APCs are fees charged for publishing in some fully open access journals (gold)
and in subscription journals to make individual articles open access (hybrid).
There is currently no way to systematically track institutional, national or
global expenses for open access publishing due to a lack of transparency in APC
prices, what articles they are paid for, or who pays them. We therefore curated
and used an open dataset of annual APC list prices from Elsevier, Frontiers,
MDPI, PLOS, Springer Nature, and Wiley in combination with the number of open
access articles from these publishers indexed by OpenAlex to estimate that,
globally, a total of \$8.349 billion (\$8.968 billion in 2023 US dollars) were
spent on APCs between 2019 and 2023. We estimate that in 2023 MDPI (\$681.6
million), Elsevier (\$582.8 million) and Springer Nature (\$546.6) generated
the most revenue with APCs.

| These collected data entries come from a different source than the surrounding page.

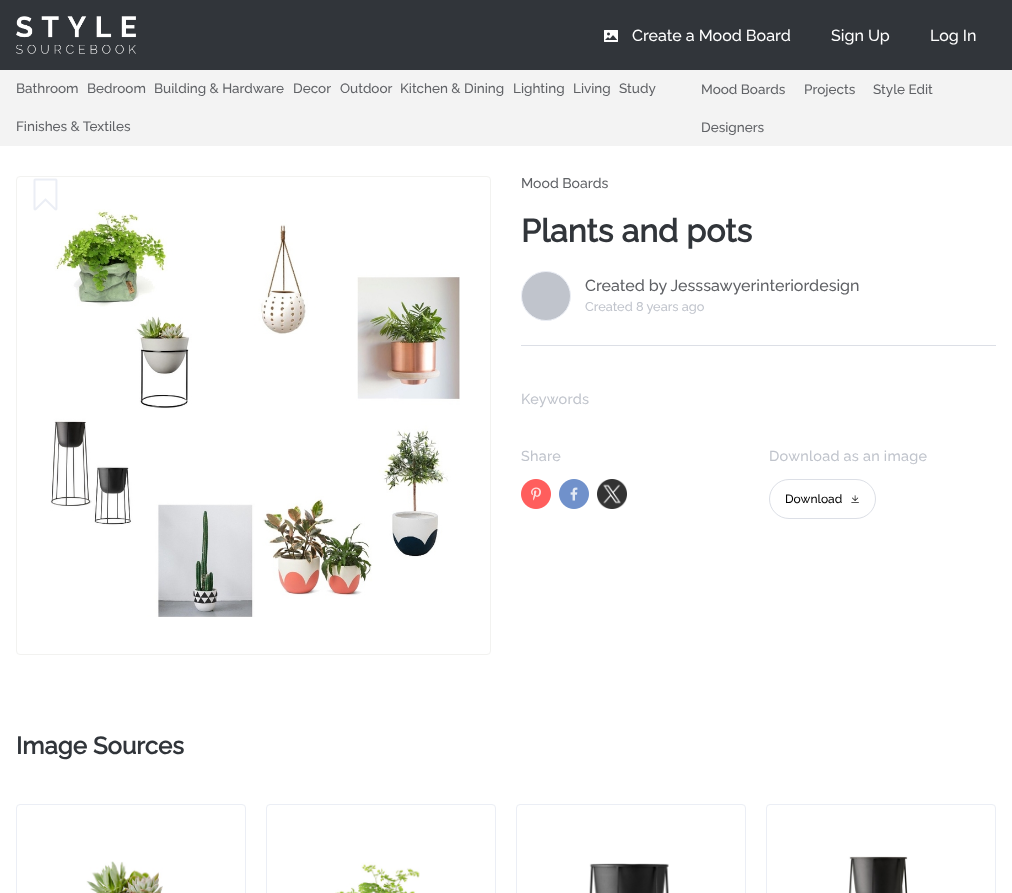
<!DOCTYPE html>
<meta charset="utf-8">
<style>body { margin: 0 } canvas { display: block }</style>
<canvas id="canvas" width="1012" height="893"></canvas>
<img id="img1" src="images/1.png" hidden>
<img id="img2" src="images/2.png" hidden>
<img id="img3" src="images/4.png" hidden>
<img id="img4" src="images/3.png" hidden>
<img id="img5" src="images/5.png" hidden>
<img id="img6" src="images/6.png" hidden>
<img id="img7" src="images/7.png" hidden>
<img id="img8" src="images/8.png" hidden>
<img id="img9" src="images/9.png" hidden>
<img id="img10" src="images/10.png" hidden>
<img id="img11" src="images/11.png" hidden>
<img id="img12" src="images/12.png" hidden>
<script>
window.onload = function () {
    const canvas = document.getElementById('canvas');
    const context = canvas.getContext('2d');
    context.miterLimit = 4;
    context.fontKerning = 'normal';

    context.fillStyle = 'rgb(255, 255, 255)';
    context.fillRect(0, 0, 1012, 893);
    context.fillStyle = 'rgb(243, 243, 243)';
    context.fillRect(0, 70, 1012, 76);
    context.fillStyle = 'rgb(49, 53, 58)';
    context.fillRect(0, 0, 1012, 70);
    context.drawImage(document.getElementById('img1'), 16, 16, 120, 38);
    context.drawImage(document.getElementById('img2'), 604, 30, 14, 12);
    context.beginPath();
    context.roundRect(16.5, 176.5, 474, 478, 3.5);
    context.strokeStyle = 'rgb(242, 242, 240)';
    context.stroke();
    context.drawImage(document.getElementById('img3'), 50, 209, 410, 408);
    context.drawImage(document.getElementById('img4'), 33, 178, 25, 33);
    context.fillStyle = 'rgb(192, 196, 204)';
    context.beginPath();
    context.arc(546, 296, 24.5, 0, 2 * Math.PI);
    context.fill();
    context.strokeStyle = 'rgb(235, 238, 245)';
    context.stroke();
    context.fillStyle = 'rgb(220, 223, 230)';
    context.fillRect(521, 345, 475, 1);
    context.drawImage(document.getElementById('img5'), 521, 479, 30, 30);
    context.drawImage(document.getElementById('img6'), 559, 479, 30, 30);
    context.drawImage(document.getElementById('img7'), 597, 479, 30, 30);
    context.beginPath();
    context.roundRect(769.5, 479.5, 106, 39, 19.5);
    context.strokeStyle = 'rgb(220, 223, 230)';
    context.stroke();
    context.drawImage(document.getElementById('img8'), 851, 495, 8, 8);
    context.beginPath();
    context.roundRect(16.5, 804.5, 229, 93, 3.5);
    context.strokeStyle = 'rgb(235, 238, 245)';
    context.stroke();
    context.drawImage(document.getElementById('img9'), 86, 861, 77, 32);
    context.beginPath();
    context.roundRect(266.5, 804.5, 229, 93, 3.5);
    context.stroke();
    context.drawImage(document.getElementById('img10'), 335, 862, 85, 31);
    context.beginPath();
    context.roundRect(516.5, 804.5, 229, 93, 3.5);
    context.stroke();
    context.drawImage(document.getElementById('img11'), 589, 863, 80, 30);
    context.beginPath();
    context.roundRect(766.5, 804.5, 229, 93, 3.5);
    context.stroke();
    context.drawImage(document.getElementById('img12'), 848, 856, 60, 37);
    context.font = '500 16px Raleway';
    context.fillStyle = 'rgb(255, 255, 255)';
    context.fillText('Create a Mood Board', 632, 41);
    context.fillText('Sign Up', 831, 41);
    context.fillText('Log In', 930, 41);
    context.font = '500 13.5px Raleway';
    context.fillStyle = 'rgb(96, 98, 102)';
    context.fillText('Bathroom', 16, 93);
    context.fillText('Bedroom', 87, 93);
    context.fillText('Building & Hardware', 154, 93);
    context.fillText('Decor', 293, 93);
    context.fillText('Outdoor', 340, 93);
    context.fillText('Kitchen & Dining', 400, 93);
    context.fillText('Lighting', 513, 93);
    context.fillText('Living', 573, 93);
    context.fillText('Study', 619, 93);
    context.fillText('Finishes & Textiles', 16, 131);
    context.fillText('Mood Boards', 701, 94);
    context.fillText('Projects', 804, 94);
    context.fillText('Style Edit', 873, 94);
    context.fillText('Designers', 701, 132);
    context.font = '500 14px Raleway';
    context.fillText('Mood Boards', 521, 188);
    context.font = 'bold 32px Raleway';
    context.fillStyle = 'rgb(49, 53, 58)';
    context.fillText('Plants and pots', 521, 242);
    context.font = '500 16px Raleway';
    context.fillStyle = 'rgb(96, 98, 102)';
    context.fillText('Created by Jesssawyerinteriordesign', 585, 291);
    context.font = '500 12.75px Raleway';
    context.fillStyle = 'rgb(192, 196, 204)';
    context.fillText('Created 8 years ago', 585, 311);
    context.letterSpacing = '0.25px';
    context.font = '500 14.4px Raleway';
    context.fillText('Keywords', 521, 404);
    context.fillText('Share', 521, 461);
    context.fillText('Download as an image', 769, 461);
    context.letterSpacing = '0px';
    context.font = '500 12px Raleway';
    context.fillStyle = 'rgb(0, 0, 0)';
    context.fillText('Download', 785, 503);
    context.font = 'bold 24px Raleway';
    context.fillStyle = 'rgb(49, 53, 58)';
    context.fillText('Image Sources', 16, 754);
};
</script>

After adjusting for inflation, we also show that
annual spending almost tripled from \$910.3 million in 2019 to \$2.538 billion
in 2023, that hybrid exceed gold fees, and that the median APCs paid are higher
than the median listed fees for both gold and hybrid. Our approach addresses
major limitations in previous efforts to estimate APCs paid and offers much
needed insight into an otherwise opaque aspect of the business of scholarly
publishing. We call upon publishers to be more transparent about OA fees.